▶ **Task requirements**
Your output should consist of the data, copied exactly.

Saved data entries
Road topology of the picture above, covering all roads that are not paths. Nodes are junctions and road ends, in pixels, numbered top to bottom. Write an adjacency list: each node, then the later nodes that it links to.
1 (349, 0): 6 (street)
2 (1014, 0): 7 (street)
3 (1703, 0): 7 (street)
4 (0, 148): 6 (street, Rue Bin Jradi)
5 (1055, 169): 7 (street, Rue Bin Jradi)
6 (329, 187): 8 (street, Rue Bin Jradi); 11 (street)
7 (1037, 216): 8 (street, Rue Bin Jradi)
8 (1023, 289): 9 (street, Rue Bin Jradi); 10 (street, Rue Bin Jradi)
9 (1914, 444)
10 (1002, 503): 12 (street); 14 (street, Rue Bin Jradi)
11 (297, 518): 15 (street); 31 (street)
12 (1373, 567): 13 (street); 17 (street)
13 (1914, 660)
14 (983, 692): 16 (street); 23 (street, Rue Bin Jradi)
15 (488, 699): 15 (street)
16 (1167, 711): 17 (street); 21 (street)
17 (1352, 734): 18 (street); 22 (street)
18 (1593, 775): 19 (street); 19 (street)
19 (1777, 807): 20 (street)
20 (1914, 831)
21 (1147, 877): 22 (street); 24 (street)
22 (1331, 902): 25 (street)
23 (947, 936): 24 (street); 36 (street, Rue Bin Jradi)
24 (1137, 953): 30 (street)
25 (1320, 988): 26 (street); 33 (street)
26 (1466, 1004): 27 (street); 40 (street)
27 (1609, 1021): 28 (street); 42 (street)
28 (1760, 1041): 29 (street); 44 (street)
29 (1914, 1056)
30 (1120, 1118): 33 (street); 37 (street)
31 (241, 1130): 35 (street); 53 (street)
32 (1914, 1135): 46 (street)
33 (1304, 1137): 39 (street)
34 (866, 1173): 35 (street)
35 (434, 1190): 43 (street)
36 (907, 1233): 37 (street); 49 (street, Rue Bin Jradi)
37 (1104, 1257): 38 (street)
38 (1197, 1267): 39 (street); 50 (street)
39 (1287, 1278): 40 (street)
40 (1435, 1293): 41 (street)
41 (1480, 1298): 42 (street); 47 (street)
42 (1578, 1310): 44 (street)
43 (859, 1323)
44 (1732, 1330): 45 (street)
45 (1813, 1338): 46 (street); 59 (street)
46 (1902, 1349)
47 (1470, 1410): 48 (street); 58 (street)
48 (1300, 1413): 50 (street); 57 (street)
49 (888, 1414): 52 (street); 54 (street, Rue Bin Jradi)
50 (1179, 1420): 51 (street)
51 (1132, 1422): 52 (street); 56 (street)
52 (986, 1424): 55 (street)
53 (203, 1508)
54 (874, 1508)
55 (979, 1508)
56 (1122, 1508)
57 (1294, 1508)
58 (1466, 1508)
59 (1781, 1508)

▶ **Task output**
Road topology of the picture above, covering all roads that are not paths. Nodes are junctions and road ends, in pixels, numbered top to bottom. Write an adjacency list: each node, then the later nodes that it links to.
1 (349, 0): 6 (street)
2 (1014, 0): 7 (street)
3 (1703, 0): 7 (street)
4 (0, 148): 6 (street, Rue Bin Jradi)
5 (1055, 169): 7 (street, Rue Bin Jradi)
6 (329, 187): 8 (street, Rue Bin Jradi); 11 (street)
7 (1037, 216): 8 (street, Rue Bin Jradi)
8 (1023, 289): 9 (street, Rue Bin Jradi); 10 (street, Rue Bin Jradi)
9 (1914, 444)
10 (1002, 503): 12 (street); 14 (street, Rue Bin Jradi)
11 (297, 518): 15 (street); 31 (street)
12 (1373, 567): 13 (street); 17 (street)
13 (1914, 660)
14 (983, 692): 16 (street); 23 (street, Rue Bin Jradi)
15 (488, 699): 15 (street)
16 (1167, 711): 17 (street); 21 (street)
17 (1352, 734): 18 (street); 22 (street)
18 (1593, 775): 19 (street); 19 (street)
19 (1777, 807): 20 (street)
20 (1914, 831)
21 (1147, 877): 22 (street); 24 (street)
22 (1331, 902): 25 (street)
23 (947, 936): 24 (street); 36 (street, Rue Bin Jradi)
24 (1137, 953): 30 (street)
25 (1320, 988): 26 (street); 33 (street)
26 (1466, 1004): 27 (street); 40 (street)
27 (1609, 1021): 28 (street); 42 (street)
28 (1760, 1041): 29 (street); 44 (street)
29 (1914, 1056)
30 (1120, 1118): 33 (street); 37 (street)
31 (241, 1130): 35 (street); 53 (street)
32 (1914, 1135): 46 (street)
33 (1304, 1137): 39 (street)
34 (866, 1173): 35 (street)
35 (434, 1190): 43 (street)
36 (907, 1233): 37 (street); 49 (street, Rue Bin Jradi)
37 (1104, 1257): 38 (street)
38 (1197, 1267): 39 (street); 50 (street)
39 (1287, 1278): 40 (street)
40 (1435, 1293): 41 (street)
41 (1480, 1298): 42 (street); 47 (street)
42 (1578, 1310): 44 (street)
43 (859, 1323)
44 (1732, 1330): 45 (street)
45 (1813, 1338): 46 (street); 59 (street)
46 (1902, 1349)
47 (1470, 1410): 48 (street); 58 (street)
48 (1300, 1413): 50 (street); 57 (street)
49 (888, 1414): 52 (street); 54 (street, Rue Bin Jradi)
50 (1179, 1420): 51 (street)
51 (1132, 1422): 52 (street); 56 (street)
52 (986, 1424): 55 (street)
53 (203, 1508)
54 (874, 1508)
55 (979, 1508)
56 (1122, 1508)
57 (1294, 1508)
58 (1466, 1508)
59 (1781, 1508)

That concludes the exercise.